> EXERCISE AIM
Start at the first record below and retype through the last, exactly.

Dataset entries:
- - - -

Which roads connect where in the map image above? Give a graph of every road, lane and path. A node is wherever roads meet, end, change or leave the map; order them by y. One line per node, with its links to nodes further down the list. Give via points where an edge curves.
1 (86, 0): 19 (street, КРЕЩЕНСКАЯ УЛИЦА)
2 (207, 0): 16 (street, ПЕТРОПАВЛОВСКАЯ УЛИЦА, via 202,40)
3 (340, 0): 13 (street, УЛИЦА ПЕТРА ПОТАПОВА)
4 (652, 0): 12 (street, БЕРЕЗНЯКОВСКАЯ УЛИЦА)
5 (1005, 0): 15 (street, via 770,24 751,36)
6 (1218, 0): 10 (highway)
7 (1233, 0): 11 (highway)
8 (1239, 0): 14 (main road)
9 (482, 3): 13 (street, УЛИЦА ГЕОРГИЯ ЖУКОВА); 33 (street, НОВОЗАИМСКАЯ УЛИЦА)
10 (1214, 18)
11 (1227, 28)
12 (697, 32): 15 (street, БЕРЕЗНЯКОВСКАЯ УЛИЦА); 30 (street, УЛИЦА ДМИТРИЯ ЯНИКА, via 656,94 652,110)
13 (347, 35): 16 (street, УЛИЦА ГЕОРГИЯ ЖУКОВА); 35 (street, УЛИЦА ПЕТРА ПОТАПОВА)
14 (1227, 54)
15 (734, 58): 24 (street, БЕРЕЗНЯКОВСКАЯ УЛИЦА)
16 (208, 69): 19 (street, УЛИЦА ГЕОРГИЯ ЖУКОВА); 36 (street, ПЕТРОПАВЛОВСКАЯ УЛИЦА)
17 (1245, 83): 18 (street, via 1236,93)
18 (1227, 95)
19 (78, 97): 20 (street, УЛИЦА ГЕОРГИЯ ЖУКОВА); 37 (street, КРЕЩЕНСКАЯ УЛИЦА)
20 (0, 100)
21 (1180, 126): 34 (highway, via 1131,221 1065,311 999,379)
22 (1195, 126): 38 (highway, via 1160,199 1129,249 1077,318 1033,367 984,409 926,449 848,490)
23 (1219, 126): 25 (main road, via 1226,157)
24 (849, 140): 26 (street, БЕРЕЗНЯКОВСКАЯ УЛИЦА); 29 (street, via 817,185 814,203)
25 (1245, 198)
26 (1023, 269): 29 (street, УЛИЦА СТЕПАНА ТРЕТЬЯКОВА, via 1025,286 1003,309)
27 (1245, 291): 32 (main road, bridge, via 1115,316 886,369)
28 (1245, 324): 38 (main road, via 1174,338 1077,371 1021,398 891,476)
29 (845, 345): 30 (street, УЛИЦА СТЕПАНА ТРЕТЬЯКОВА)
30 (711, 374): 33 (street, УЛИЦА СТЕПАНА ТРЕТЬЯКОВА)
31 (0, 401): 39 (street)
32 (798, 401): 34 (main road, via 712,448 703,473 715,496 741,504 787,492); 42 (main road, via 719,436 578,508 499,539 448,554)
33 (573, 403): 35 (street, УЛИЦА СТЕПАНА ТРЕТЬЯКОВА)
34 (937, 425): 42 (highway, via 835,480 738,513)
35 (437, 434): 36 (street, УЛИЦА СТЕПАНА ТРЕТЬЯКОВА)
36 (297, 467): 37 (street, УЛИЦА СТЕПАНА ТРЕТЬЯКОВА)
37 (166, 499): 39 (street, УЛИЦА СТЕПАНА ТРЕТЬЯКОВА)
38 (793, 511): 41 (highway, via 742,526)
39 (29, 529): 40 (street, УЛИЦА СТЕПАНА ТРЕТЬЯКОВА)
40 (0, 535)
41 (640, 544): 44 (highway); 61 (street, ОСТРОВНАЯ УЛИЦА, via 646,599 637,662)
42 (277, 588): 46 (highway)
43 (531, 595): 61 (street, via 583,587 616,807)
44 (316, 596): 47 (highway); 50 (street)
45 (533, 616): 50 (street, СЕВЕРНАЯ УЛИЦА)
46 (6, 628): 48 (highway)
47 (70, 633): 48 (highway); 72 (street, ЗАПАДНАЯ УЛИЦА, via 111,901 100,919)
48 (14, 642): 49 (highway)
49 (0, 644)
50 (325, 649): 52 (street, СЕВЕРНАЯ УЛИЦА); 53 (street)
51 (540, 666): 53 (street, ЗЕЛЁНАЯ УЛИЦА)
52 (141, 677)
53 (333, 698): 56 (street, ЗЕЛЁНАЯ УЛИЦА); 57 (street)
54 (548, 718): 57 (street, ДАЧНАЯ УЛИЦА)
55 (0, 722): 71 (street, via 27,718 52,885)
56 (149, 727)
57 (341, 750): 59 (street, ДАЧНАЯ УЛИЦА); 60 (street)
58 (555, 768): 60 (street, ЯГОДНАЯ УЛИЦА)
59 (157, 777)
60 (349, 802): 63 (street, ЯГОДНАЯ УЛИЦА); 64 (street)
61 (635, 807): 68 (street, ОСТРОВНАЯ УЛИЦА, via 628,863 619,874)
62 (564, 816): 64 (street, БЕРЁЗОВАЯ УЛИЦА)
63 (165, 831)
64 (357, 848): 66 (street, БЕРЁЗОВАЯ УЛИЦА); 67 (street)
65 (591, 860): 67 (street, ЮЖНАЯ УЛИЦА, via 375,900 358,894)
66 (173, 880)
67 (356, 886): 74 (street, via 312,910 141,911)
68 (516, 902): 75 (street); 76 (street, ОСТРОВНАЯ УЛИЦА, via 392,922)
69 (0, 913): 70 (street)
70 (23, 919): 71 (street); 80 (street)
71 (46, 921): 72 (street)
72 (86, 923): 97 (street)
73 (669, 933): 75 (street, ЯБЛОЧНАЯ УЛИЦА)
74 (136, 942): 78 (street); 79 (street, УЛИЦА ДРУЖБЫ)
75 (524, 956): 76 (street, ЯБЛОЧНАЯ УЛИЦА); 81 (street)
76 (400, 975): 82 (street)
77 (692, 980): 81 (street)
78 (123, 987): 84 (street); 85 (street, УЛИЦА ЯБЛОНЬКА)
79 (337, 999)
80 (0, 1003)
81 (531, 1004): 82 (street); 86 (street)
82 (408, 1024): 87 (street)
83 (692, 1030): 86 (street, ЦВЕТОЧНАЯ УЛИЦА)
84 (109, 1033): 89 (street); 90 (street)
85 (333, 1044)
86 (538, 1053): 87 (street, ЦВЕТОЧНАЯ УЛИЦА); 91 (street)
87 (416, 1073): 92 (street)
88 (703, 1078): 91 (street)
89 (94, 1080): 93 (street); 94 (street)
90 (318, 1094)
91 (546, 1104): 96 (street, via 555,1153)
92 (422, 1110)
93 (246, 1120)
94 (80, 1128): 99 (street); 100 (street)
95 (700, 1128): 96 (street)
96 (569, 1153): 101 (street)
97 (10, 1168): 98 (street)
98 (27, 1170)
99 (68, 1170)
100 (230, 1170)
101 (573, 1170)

- - - -

> SOLUTION FOR THIS PROBLEM
Which roads connect where in the map image above? Give a graph of every road, lane and path. A node is wherever roads meet, end, change or leave the map; order them by y. One line per node, with its links to nodes further down the list. Give via points where an edge curves.
1 (86, 0): 19 (street, КРЕЩЕНСКАЯ УЛИЦА)
2 (207, 0): 16 (street, ПЕТРОПАВЛОВСКАЯ УЛИЦА, via 202,40)
3 (340, 0): 13 (street, УЛИЦА ПЕТРА ПОТАПОВА)
4 (652, 0): 12 (street, БЕРЕЗНЯКОВСКАЯ УЛИЦА)
5 (1005, 0): 15 (street, via 770,24 751,36)
6 (1218, 0): 10 (highway)
7 (1233, 0): 11 (highway)
8 (1239, 0): 14 (main road)
9 (482, 3): 13 (street, УЛИЦА ГЕОРГИЯ ЖУКОВА); 33 (street, НОВОЗАИМСКАЯ УЛИЦА)
10 (1214, 18)
11 (1227, 28)
12 (697, 32): 15 (street, БЕРЕЗНЯКОВСКАЯ УЛИЦА); 30 (street, УЛИЦА ДМИТРИЯ ЯНИКА, via 656,94 652,110)
13 (347, 35): 16 (street, УЛИЦА ГЕОРГИЯ ЖУКОВА); 35 (street, УЛИЦА ПЕТРА ПОТАПОВА)
14 (1227, 54)
15 (734, 58): 24 (street, БЕРЕЗНЯКОВСКАЯ УЛИЦА)
16 (208, 69): 19 (street, УЛИЦА ГЕОРГИЯ ЖУКОВА); 36 (street, ПЕТРОПАВЛОВСКАЯ УЛИЦА)
17 (1245, 83): 18 (street, via 1236,93)
18 (1227, 95)
19 (78, 97): 20 (street, УЛИЦА ГЕОРГИЯ ЖУКОВА); 37 (street, КРЕЩЕНСКАЯ УЛИЦА)
20 (0, 100)
21 (1180, 126): 34 (highway, via 1131,221 1065,311 999,379)
22 (1195, 126): 38 (highway, via 1160,199 1129,249 1077,318 1033,367 984,409 926,449 848,490)
23 (1219, 126): 25 (main road, via 1226,157)
24 (849, 140): 26 (street, БЕРЕЗНЯКОВСКАЯ УЛИЦА); 29 (street, via 817,185 814,203)
25 (1245, 198)
26 (1023, 269): 29 (street, УЛИЦА СТЕПАНА ТРЕТЬЯКОВА, via 1025,286 1003,309)
27 (1245, 291): 32 (main road, bridge, via 1115,316 886,369)
28 (1245, 324): 38 (main road, via 1174,338 1077,371 1021,398 891,476)
29 (845, 345): 30 (street, УЛИЦА СТЕПАНА ТРЕТЬЯКОВА)
30 (711, 374): 33 (street, УЛИЦА СТЕПАНА ТРЕТЬЯКОВА)
31 (0, 401): 39 (street)
32 (798, 401): 34 (main road, via 712,448 703,473 715,496 741,504 787,492); 42 (main road, via 719,436 578,508 499,539 448,554)
33 (573, 403): 35 (street, УЛИЦА СТЕПАНА ТРЕТЬЯКОВА)
34 (937, 425): 42 (highway, via 835,480 738,513)
35 (437, 434): 36 (street, УЛИЦА СТЕПАНА ТРЕТЬЯКОВА)
36 (297, 467): 37 (street, УЛИЦА СТЕПАНА ТРЕТЬЯКОВА)
37 (166, 499): 39 (street, УЛИЦА СТЕПАНА ТРЕТЬЯКОВА)
38 (793, 511): 41 (highway, via 742,526)
39 (29, 529): 40 (street, УЛИЦА СТЕПАНА ТРЕТЬЯКОВА)
40 (0, 535)
41 (640, 544): 44 (highway); 61 (street, ОСТРОВНАЯ УЛИЦА, via 646,599 637,662)
42 (277, 588): 46 (highway)
43 (531, 595): 61 (street, via 583,587 616,807)
44 (316, 596): 47 (highway); 50 (street)
45 (533, 616): 50 (street, СЕВЕРНАЯ УЛИЦА)
46 (6, 628): 48 (highway)
47 (70, 633): 48 (highway); 72 (street, ЗАПАДНАЯ УЛИЦА, via 111,901 100,919)
48 (14, 642): 49 (highway)
49 (0, 644)
50 (325, 649): 52 (street, СЕВЕРНАЯ УЛИЦА); 53 (street)
51 (540, 666): 53 (street, ЗЕЛЁНАЯ УЛИЦА)
52 (141, 677)
53 (333, 698): 56 (street, ЗЕЛЁНАЯ УЛИЦА); 57 (street)
54 (548, 718): 57 (street, ДАЧНАЯ УЛИЦА)
55 (0, 722): 71 (street, via 27,718 52,885)
56 (149, 727)
57 (341, 750): 59 (street, ДАЧНАЯ УЛИЦА); 60 (street)
58 (555, 768): 60 (street, ЯГОДНАЯ УЛИЦА)
59 (157, 777)
60 (349, 802): 63 (street, ЯГОДНАЯ УЛИЦА); 64 (street)
61 (635, 807): 68 (street, ОСТРОВНАЯ УЛИЦА, via 628,863 619,874)
62 (564, 816): 64 (street, БЕРЁЗОВАЯ УЛИЦА)
63 (165, 831)
64 (357, 848): 66 (street, БЕРЁЗОВАЯ УЛИЦА); 67 (street)
65 (591, 860): 67 (street, ЮЖНАЯ УЛИЦА, via 375,900 358,894)
66 (173, 880)
67 (356, 886): 74 (street, via 312,910 141,911)
68 (516, 902): 75 (street); 76 (street, ОСТРОВНАЯ УЛИЦА, via 392,922)
69 (0, 913): 70 (street)
70 (23, 919): 71 (street); 80 (street)
71 (46, 921): 72 (street)
72 (86, 923): 97 (street)
73 (669, 933): 75 (street, ЯБЛОЧНАЯ УЛИЦА)
74 (136, 942): 78 (street); 79 (street, УЛИЦА ДРУЖБЫ)
75 (524, 956): 76 (street, ЯБЛОЧНАЯ УЛИЦА); 81 (street)
76 (400, 975): 82 (street)
77 (692, 980): 81 (street)
78 (123, 987): 84 (street); 85 (street, УЛИЦА ЯБЛОНЬКА)
79 (337, 999)
80 (0, 1003)
81 (531, 1004): 82 (street); 86 (street)
82 (408, 1024): 87 (street)
83 (692, 1030): 86 (street, ЦВЕТОЧНАЯ УЛИЦА)
84 (109, 1033): 89 (street); 90 (street)
85 (333, 1044)
86 (538, 1053): 87 (street, ЦВЕТОЧНАЯ УЛИЦА); 91 (street)
87 (416, 1073): 92 (street)
88 (703, 1078): 91 (street)
89 (94, 1080): 93 (street); 94 (street)
90 (318, 1094)
91 (546, 1104): 96 (street, via 555,1153)
92 (422, 1110)
93 (246, 1120)
94 (80, 1128): 99 (street); 100 (street)
95 (700, 1128): 96 (street)
96 (569, 1153): 101 (street)
97 (10, 1168): 98 (street)
98 (27, 1170)
99 (68, 1170)
100 (230, 1170)
101 (573, 1170)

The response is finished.